Dataset excerpts:
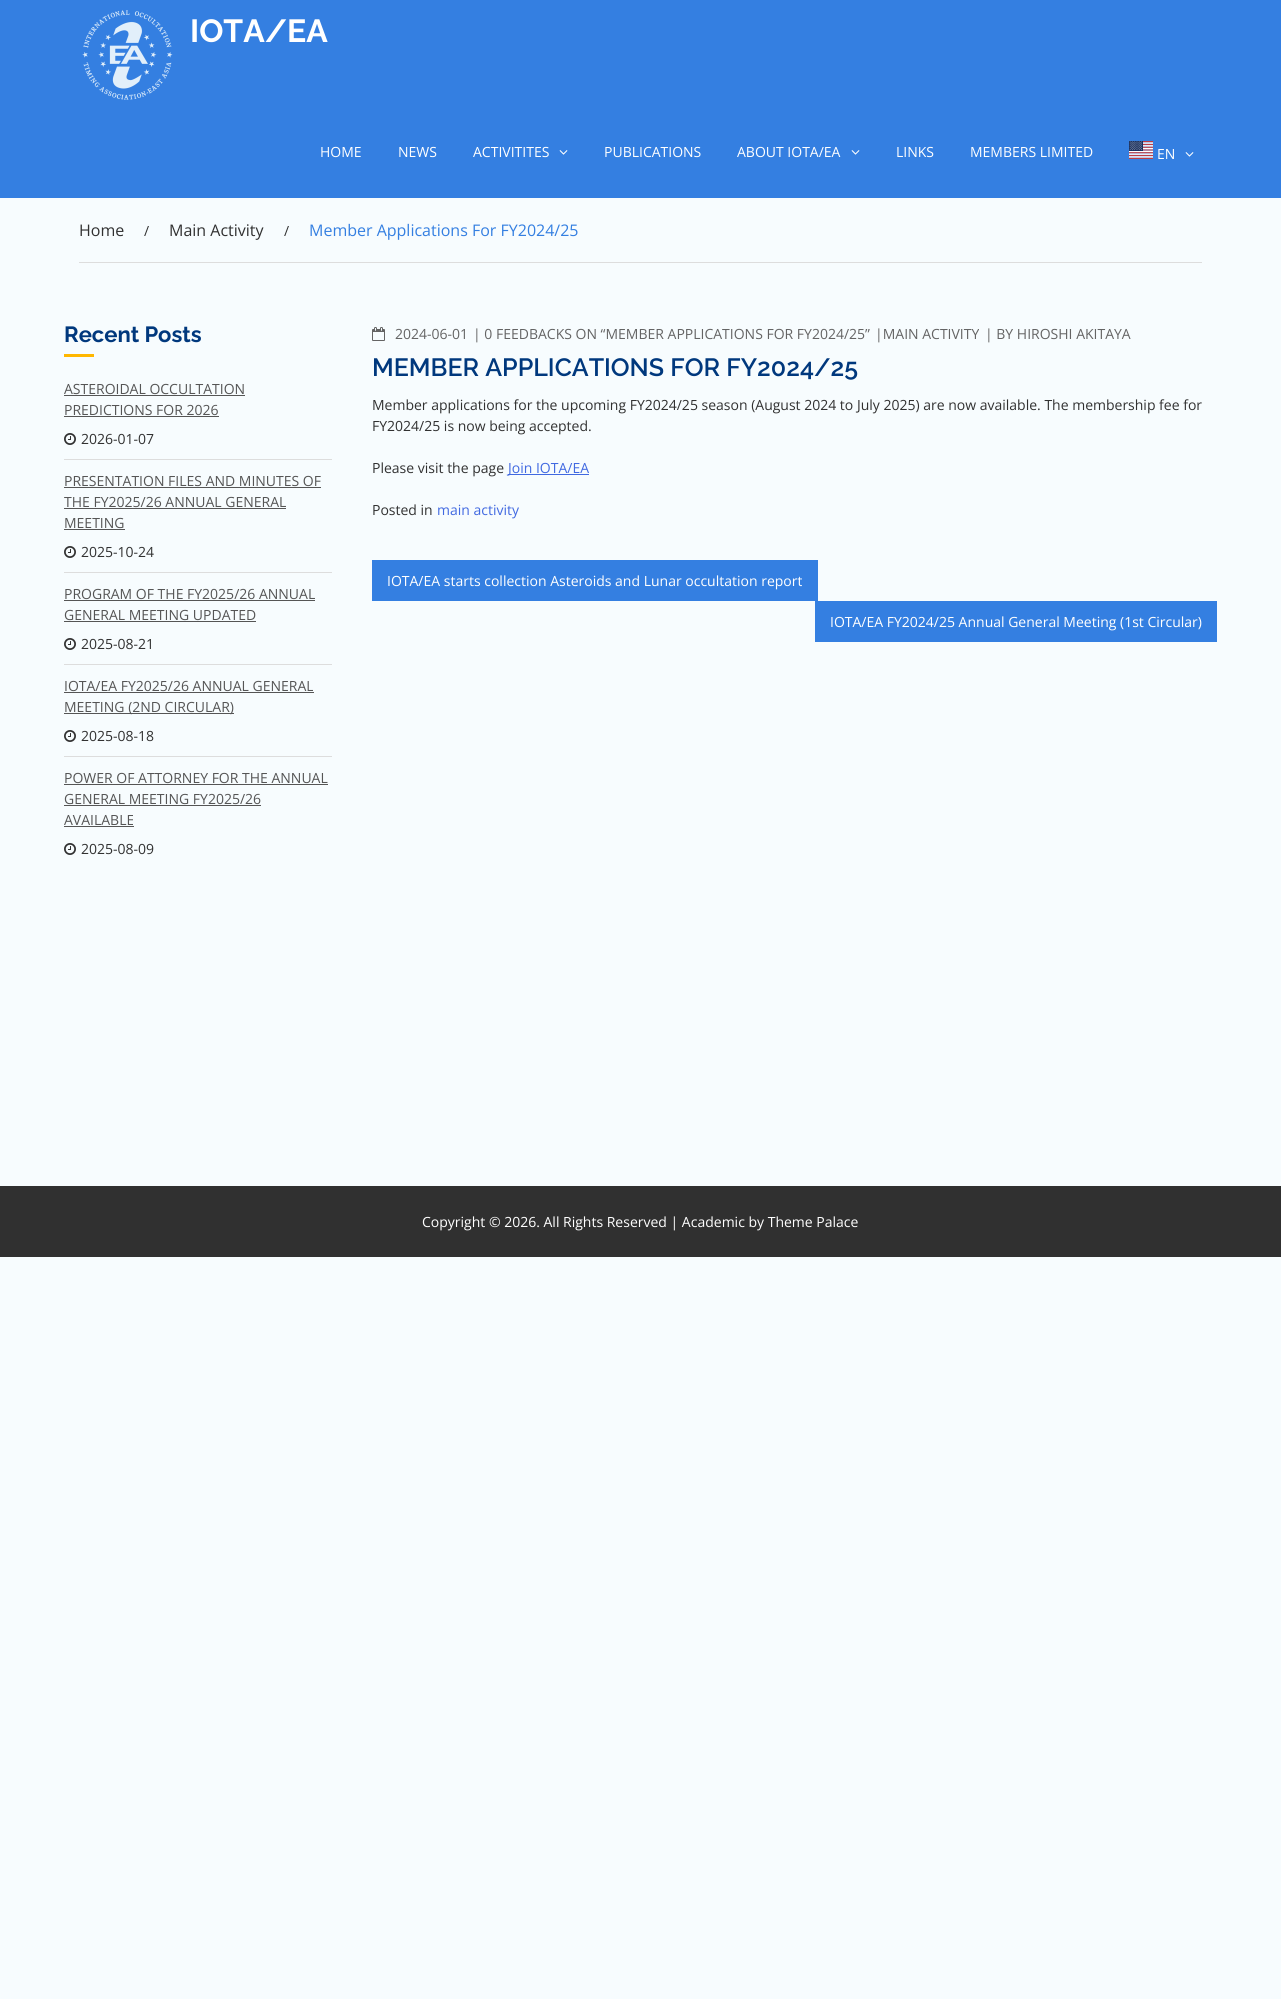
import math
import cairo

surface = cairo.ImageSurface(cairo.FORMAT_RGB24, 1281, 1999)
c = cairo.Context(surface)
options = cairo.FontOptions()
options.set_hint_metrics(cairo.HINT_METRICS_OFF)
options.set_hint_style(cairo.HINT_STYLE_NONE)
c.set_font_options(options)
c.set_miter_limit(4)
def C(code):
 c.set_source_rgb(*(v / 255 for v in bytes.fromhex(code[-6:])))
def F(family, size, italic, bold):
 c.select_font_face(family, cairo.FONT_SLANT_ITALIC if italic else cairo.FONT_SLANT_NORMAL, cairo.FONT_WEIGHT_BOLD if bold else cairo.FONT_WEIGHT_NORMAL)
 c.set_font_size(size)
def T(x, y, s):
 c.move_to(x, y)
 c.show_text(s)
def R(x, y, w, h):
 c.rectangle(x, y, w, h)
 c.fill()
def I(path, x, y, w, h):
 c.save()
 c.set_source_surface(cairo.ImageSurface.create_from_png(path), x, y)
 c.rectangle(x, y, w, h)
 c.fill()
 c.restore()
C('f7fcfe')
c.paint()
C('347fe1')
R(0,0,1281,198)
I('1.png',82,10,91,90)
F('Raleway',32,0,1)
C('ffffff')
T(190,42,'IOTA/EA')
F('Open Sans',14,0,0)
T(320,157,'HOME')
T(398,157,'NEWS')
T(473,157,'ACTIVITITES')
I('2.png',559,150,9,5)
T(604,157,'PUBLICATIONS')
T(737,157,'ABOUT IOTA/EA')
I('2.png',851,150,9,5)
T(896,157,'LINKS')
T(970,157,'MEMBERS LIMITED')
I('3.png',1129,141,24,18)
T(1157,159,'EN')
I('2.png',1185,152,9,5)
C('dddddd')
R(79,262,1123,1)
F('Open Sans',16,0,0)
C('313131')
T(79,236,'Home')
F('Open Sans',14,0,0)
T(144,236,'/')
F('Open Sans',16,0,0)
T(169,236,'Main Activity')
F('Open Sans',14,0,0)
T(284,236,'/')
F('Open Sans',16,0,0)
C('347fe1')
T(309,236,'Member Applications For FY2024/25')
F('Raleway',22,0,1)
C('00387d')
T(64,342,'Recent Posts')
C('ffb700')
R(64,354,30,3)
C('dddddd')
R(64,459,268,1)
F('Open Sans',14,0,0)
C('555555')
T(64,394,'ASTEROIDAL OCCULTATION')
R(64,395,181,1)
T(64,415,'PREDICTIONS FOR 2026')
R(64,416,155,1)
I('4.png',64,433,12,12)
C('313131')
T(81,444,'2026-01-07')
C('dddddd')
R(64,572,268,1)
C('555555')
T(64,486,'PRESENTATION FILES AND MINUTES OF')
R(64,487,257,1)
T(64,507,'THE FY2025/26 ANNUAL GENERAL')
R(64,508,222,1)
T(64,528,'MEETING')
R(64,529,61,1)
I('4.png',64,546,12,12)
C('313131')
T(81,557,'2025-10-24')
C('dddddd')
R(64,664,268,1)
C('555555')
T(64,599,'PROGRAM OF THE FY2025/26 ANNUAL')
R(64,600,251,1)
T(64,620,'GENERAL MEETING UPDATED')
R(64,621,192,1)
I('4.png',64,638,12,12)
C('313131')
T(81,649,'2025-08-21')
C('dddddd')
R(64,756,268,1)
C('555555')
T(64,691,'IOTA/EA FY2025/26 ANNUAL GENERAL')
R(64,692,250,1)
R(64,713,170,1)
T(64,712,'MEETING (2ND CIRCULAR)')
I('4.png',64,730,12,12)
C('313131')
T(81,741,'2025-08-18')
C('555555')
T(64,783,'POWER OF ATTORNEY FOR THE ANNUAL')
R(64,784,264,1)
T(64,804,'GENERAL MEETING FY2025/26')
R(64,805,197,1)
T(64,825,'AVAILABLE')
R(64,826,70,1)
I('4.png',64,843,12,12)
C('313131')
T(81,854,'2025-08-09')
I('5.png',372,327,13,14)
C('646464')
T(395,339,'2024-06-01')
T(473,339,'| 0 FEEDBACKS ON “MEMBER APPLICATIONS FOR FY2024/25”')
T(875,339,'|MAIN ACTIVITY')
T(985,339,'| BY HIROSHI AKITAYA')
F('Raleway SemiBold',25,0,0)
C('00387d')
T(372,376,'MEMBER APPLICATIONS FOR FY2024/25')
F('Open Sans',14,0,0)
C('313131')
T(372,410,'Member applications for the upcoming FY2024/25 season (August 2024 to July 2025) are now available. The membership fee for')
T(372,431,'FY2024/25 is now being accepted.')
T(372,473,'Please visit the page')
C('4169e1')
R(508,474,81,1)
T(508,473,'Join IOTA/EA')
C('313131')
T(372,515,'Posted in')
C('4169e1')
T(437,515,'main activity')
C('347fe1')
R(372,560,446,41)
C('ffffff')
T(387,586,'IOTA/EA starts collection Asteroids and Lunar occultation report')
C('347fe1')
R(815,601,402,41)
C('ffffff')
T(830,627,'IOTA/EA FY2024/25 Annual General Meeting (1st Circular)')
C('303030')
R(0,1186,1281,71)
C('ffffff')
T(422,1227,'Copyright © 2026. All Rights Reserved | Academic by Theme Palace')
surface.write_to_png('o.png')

==

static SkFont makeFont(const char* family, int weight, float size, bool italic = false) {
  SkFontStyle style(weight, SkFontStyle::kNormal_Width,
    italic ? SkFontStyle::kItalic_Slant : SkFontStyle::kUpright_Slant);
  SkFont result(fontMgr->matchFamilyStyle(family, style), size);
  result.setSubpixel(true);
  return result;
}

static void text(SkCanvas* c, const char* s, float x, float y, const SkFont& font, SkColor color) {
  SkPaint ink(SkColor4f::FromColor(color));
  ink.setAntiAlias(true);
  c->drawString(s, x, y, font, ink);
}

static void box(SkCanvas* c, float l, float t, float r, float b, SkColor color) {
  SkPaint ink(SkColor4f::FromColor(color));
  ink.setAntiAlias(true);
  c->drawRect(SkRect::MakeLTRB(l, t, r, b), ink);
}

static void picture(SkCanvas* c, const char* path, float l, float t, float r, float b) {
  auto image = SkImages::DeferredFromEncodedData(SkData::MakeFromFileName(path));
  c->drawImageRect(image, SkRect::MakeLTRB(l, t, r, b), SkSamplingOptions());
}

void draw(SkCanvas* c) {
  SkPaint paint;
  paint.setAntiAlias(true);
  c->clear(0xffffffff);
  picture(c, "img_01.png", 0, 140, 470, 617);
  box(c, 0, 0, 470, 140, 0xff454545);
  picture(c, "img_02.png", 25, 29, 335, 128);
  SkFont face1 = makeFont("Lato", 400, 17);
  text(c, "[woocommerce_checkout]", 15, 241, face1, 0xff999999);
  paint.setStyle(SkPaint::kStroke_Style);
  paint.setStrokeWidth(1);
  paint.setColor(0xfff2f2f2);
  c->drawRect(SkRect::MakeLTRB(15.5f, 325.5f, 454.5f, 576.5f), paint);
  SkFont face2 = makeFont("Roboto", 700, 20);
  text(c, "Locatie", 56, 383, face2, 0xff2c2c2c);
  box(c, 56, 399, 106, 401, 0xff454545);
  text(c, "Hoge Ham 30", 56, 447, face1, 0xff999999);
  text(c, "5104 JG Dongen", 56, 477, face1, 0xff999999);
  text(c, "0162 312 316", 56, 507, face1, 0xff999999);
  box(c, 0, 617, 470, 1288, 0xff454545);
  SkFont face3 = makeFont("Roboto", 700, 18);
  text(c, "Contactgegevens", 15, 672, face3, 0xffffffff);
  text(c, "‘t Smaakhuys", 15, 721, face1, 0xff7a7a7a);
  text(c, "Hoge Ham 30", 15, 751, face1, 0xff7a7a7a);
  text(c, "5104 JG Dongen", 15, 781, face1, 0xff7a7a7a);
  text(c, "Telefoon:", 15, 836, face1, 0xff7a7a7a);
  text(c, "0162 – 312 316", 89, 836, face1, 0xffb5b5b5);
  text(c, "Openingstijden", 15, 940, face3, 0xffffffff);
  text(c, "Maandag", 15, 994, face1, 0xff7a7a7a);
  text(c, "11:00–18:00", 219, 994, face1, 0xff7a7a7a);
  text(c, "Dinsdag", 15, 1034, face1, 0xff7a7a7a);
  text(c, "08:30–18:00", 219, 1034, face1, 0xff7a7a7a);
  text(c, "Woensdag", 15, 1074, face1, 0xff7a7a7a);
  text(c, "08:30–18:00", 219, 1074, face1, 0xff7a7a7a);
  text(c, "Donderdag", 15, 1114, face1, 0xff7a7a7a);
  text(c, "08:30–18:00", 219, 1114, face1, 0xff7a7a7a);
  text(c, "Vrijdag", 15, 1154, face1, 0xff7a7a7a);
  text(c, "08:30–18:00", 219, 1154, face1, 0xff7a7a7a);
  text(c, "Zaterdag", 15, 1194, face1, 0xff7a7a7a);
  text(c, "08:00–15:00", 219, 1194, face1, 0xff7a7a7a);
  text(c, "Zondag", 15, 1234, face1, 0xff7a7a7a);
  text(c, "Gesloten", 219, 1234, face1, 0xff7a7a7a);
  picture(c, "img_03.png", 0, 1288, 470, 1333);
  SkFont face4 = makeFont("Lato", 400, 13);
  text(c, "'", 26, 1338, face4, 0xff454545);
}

TASK BRIEF: After locating the line with "import math" above, return that line and every later line through the one with "c.restore()", word for word and with nothing else.

EXPECTED OUTPUT:
import math
import cairo

surface = cairo.ImageSurface(cairo.FORMAT_RGB24, 1281, 1999)
c = cairo.Context(surface)
options = cairo.FontOptions()
options.set_hint_metrics(cairo.HINT_METRICS_OFF)
options.set_hint_style(cairo.HINT_STYLE_NONE)
c.set_font_options(options)
c.set_miter_limit(4)
def C(code):
 c.set_source_rgb(*(v / 255 for v in bytes.fromhex(code[-6:])))
def F(family, size, italic, bold):
 c.select_font_face(family, cairo.FONT_SLANT_ITALIC if italic else cairo.FONT_SLANT_NORMAL, cairo.FONT_WEIGHT_BOLD if bold else cairo.FONT_WEIGHT_NORMAL)
 c.set_font_size(size)
def T(x, y, s):
 c.move_to(x, y)
 c.show_text(s)
def R(x, y, w, h):
 c.rectangle(x, y, w, h)
 c.fill()
def I(path, x, y, w, h):
 c.save()
 c.set_source_surface(cairo.ImageSurface.create_from_png(path), x, y)
 c.rectangle(x, y, w, h)
 c.fill()
 c.restore()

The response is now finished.